Reproduce, from the lines below, exactly the stretch that begins at the line containing "index mcp: (253, 536)" and ends at the line containing "ring dip: (239, 470)", both included.

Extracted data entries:
+ + + + + + +

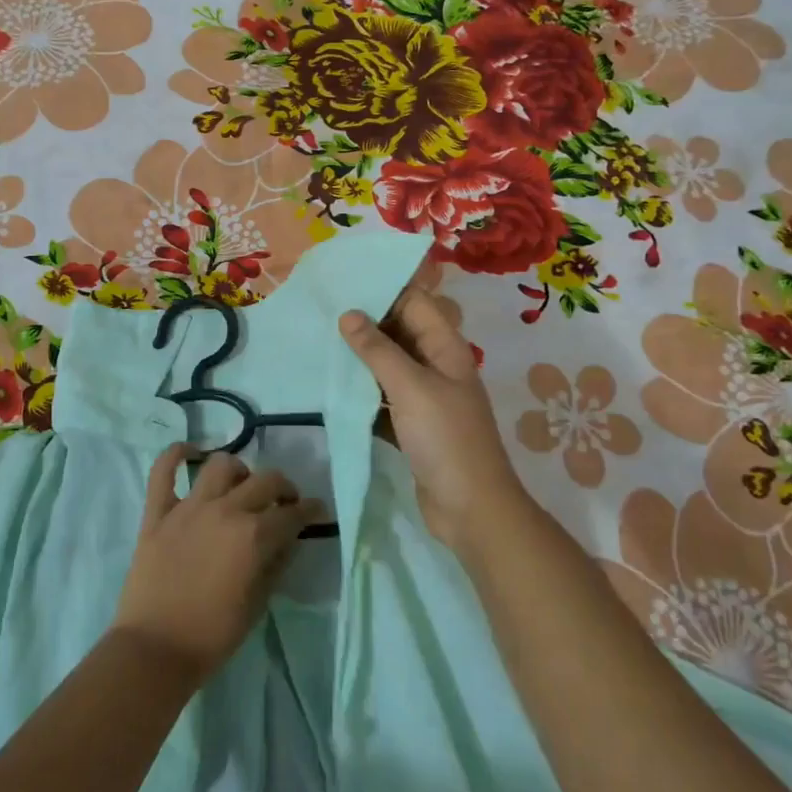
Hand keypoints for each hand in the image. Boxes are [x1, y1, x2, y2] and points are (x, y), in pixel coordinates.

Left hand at [110, 446, 327, 685]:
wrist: (154, 650)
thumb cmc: (212, 636)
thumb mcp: (258, 605)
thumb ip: (276, 565)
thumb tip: (288, 539)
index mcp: (253, 536)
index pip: (292, 513)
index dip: (310, 510)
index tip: (317, 510)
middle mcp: (225, 510)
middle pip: (264, 480)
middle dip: (283, 487)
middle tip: (284, 501)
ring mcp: (188, 507)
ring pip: (220, 465)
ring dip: (239, 470)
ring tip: (241, 486)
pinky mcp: (157, 512)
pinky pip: (163, 470)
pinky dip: (176, 454)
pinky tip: (190, 452)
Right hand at [340, 288, 530, 551]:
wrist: (471, 509)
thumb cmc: (446, 439)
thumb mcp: (411, 387)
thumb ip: (378, 350)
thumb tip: (349, 314)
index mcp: (446, 348)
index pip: (415, 303)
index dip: (384, 290)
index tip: (344, 282)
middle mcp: (437, 366)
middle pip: (400, 332)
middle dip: (366, 322)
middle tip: (323, 311)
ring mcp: (426, 398)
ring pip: (389, 366)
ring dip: (361, 357)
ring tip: (321, 341)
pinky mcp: (412, 425)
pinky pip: (383, 397)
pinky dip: (362, 391)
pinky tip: (333, 385)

+ + + + + + +

● SOLVED EXERCISE:
index mcp: (253, 536)
index pip: (292, 513)
index dip: (310, 510)
index tip: (317, 510)
middle mcp: (225, 510)
middle pip: (264, 480)
middle dip: (283, 487)
middle tip: (284, 501)
ring mcp: (188, 507)
ring pip: (220, 465)
ring dip: (239, 470)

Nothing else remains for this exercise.